An allegorical fantasy adapted from a Scottish folktale that explores the psychology of faith through personified figures. In a luminous, otherworldly isle, symbolic characters such as Faith, Hope, Love, Truth, Fear, and a central youthful figure interact in dreamlike scenes and parable-like episodes, assembling a ship and confronting inner needs, duty, and desire. Through lyrical description and theatrical encounters the narrative traces efforts to protect and recover Joy for humanity, using folklore motifs and moral conversation to examine how belief, perseverance, obedience, and constancy shape the search for spiritual and emotional fulfillment.

ACT III. SCENE 3
AT SEA: SUNSET

A stormy dark sunset, late in the gloaming. The ship is seen tossing wildly on a tempestuous sea. The Thief is sitting quietly in the stern with her head bowed; her face is invisible. The Carpenter and the Tracker are whimpering on the floor. Finn is alone at the helm, but the waves are driving the boat about at their mercy.

Carpenter

[Terrified, from bottom of boat.]

I don’t believe this boat is sound.

Tracker

[Blubbering with terror.]

Boohoo! Boohoo! We’s all going to be drowned!

[Clutches Finn’s legs.]

Finn

[Spurning him suddenly.]

Be quiet, you fool!

[The Tracker collapses howling in a corner.]

Carpenter

Cheer up! You’ll soon be able to keep cool.

[A great shower of spray comes over and drenches them. The Tracker cries despairingly.]

Carpenter

[To Finn.]

I had a sense of something due
To someone, though I scare kent who,
And like a fool I lent my ship to you.
Although I made her at my own expense
I thought you had a little common sense.
Didn’t I tell you she was bound
To carry you quite safe and sound
From earth to Heaven, if you could handle
Her properly. It’s a fair scandal
To see the way you hold the tiller.
You’ll sink her. Look! You’ll sink and fill her!

[The ship heels and dips, the Tracker yells again, and even the Carpenter gasps and moans.]

I thought that she would even carry
God back again to earth to tarry.
Oh! If she’d had another master
Than you, she would have got on faster,
But with this God-forsaken mind
No other body could I find.

Tracker

[To Carpenter, blubbering.]

I’d like to tell you what I think
Of you.

Carpenter

I jalouse we must sink
Our differences for a little;
This boat won’t stand it, she’s too brittle.

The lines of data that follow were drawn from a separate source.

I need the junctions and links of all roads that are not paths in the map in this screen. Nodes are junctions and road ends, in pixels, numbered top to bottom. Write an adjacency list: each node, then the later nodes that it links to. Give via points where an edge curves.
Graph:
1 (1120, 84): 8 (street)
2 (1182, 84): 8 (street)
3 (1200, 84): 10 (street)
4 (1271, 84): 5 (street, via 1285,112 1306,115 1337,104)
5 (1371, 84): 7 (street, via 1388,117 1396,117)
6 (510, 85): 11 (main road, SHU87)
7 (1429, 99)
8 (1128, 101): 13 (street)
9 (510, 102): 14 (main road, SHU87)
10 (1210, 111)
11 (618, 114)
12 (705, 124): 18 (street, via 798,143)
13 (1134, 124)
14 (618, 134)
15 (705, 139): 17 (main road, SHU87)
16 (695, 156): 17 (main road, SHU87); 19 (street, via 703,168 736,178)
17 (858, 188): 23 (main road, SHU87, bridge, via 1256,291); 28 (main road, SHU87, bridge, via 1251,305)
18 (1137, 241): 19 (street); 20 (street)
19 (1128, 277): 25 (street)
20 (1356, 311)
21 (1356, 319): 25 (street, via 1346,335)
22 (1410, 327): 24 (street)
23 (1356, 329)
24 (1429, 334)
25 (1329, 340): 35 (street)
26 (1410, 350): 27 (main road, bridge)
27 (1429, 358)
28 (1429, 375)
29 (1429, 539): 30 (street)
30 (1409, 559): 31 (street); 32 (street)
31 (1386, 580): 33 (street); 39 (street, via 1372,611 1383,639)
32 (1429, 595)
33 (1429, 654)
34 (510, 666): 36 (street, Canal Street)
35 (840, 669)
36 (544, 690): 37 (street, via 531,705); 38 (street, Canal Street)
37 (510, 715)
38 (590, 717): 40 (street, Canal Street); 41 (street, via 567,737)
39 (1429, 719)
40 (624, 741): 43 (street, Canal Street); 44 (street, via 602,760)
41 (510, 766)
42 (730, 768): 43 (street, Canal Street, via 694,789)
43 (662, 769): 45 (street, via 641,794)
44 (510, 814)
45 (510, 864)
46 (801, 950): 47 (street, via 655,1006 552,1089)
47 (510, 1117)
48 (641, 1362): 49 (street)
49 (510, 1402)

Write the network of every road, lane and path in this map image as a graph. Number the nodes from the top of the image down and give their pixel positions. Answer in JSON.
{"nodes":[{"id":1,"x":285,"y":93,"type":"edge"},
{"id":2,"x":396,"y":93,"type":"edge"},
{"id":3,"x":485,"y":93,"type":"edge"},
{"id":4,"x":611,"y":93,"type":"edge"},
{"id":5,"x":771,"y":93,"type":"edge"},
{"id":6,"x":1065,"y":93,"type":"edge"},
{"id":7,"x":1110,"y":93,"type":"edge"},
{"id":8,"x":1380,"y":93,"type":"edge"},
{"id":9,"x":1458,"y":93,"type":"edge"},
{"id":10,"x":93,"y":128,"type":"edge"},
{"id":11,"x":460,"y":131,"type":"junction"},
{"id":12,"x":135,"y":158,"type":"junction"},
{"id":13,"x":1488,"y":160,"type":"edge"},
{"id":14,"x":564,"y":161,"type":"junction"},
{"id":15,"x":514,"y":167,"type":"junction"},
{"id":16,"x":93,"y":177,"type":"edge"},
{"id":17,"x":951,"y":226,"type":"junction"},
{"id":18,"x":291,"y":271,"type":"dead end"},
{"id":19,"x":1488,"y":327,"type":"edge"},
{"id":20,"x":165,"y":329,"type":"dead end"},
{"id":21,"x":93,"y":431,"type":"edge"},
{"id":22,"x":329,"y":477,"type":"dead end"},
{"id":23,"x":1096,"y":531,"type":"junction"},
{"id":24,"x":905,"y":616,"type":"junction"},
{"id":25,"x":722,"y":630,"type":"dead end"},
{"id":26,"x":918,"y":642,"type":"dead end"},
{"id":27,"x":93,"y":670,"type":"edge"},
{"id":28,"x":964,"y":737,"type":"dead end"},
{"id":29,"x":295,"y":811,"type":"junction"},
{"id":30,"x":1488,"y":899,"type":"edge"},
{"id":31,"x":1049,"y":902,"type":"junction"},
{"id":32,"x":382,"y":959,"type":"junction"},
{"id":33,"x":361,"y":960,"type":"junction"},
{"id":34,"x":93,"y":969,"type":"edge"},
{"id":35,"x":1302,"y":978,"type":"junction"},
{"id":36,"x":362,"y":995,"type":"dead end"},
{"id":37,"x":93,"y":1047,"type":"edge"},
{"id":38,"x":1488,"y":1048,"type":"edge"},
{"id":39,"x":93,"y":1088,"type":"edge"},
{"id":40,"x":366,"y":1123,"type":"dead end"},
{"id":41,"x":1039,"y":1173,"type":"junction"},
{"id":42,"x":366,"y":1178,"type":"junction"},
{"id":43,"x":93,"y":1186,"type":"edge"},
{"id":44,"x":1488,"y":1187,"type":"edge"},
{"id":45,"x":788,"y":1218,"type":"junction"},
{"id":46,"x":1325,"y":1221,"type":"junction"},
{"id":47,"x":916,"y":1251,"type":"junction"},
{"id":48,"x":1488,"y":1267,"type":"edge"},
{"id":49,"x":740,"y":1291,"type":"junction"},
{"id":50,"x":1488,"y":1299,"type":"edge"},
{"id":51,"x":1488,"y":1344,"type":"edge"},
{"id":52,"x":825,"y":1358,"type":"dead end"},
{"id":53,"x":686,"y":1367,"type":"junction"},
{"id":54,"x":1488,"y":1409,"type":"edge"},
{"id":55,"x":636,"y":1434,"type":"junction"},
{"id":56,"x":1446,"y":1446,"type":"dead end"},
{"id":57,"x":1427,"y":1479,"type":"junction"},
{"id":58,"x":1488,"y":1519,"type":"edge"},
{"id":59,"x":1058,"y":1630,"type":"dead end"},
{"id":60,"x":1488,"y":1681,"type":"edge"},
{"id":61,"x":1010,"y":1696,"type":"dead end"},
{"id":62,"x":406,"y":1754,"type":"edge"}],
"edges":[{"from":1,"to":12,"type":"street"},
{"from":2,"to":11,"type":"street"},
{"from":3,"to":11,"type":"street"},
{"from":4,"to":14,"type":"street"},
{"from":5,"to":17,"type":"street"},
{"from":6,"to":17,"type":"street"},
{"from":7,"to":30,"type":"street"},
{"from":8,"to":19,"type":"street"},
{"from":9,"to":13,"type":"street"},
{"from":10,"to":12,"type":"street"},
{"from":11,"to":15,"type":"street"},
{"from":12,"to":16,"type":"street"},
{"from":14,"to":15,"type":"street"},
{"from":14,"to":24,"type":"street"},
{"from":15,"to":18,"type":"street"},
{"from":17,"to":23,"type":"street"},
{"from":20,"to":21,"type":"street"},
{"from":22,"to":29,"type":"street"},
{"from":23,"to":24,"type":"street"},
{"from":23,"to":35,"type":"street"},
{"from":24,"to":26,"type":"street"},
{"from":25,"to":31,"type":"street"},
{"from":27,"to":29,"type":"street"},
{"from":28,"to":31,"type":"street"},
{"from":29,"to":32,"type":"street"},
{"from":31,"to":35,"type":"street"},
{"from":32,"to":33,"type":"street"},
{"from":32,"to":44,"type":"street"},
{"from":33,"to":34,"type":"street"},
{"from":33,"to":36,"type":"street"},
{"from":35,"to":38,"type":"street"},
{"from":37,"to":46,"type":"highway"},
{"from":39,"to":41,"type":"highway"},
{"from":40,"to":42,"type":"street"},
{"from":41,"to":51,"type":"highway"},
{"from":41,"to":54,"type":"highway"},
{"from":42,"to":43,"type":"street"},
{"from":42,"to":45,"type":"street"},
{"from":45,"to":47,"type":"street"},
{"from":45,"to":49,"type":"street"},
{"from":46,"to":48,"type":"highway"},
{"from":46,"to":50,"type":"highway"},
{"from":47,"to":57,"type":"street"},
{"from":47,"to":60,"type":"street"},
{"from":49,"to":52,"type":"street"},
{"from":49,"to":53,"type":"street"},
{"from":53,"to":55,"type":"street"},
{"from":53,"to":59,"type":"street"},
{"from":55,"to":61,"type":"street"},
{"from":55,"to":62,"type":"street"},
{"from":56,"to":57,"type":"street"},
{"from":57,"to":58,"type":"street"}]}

[The boat gives a wild lurch and appears to founder. Both cry wildly to Finn. The Tracker clutches the Thief’s knees, weeping loudly.]

Thief

[Quietly.]

Have patience!

Finn

[Looking desperately up to the sky.]

If there is any Truth in what she said,
If there is any Hope that answers prayer,
If there is any Faith beyond her share
That stretches nervous from a lovelier Head
Than ours, and quickens in the brighter dead,
I summon all my strong human emotion
To stir that Brain to feel what I am feeling,
And rouse a Thought of which I had no notion
Into consideration of my healing,
For though my mind is smaller than That Other
I have enough of sense to call it Brother
If It be there at all. If It be there.

[At his words a golden life-line is suddenly whirled on board and falls at his feet. The Carpenter and the Tracker cry wildly: “A rope! A rope! Oh, make it fast!”]

Thief

[With a sigh of relief.]

The danger’s past!

[She runs hurriedly and makes the rope fast to the mast, while Finn remains gazing at it as if dazed. In a moment the Climber is seen swinging along it, immediately followed by the Gripper, the Listener, and the Marksman. Finn remains as if spellbound, while the Gripper runs to the tiller, seizes it from him, and turns the boat completely round.]

Finn

[To himself, as if bewildered.]

This is more than any sense deserves!

Climber

[Shaking her head at him.]

Fancy going off like that in an open boat
Without your coat!
Your state of mind is preying on my nerves.

[She helps him into his coat, which he submits to passively, gazing at her as if dazed; then suddenly falling on his knees, he snatches her hand, crying exultantly—]

Finn

Before the sun shall rise upon the land
I’ll shake all darkness by this other hand!

[The storm gradually abates, and as the ship slips away the Gripper leans back against the tiller and sings.]

Gripper’s Song

I saw above the straining shrouds
No rift nor hint of dawn,
I saw no light beyond the clouds,
But still I carried on.
I saw the end of the world, Dear Heart,
And I believed it true,
But still I held to my small part,
And so she carried through.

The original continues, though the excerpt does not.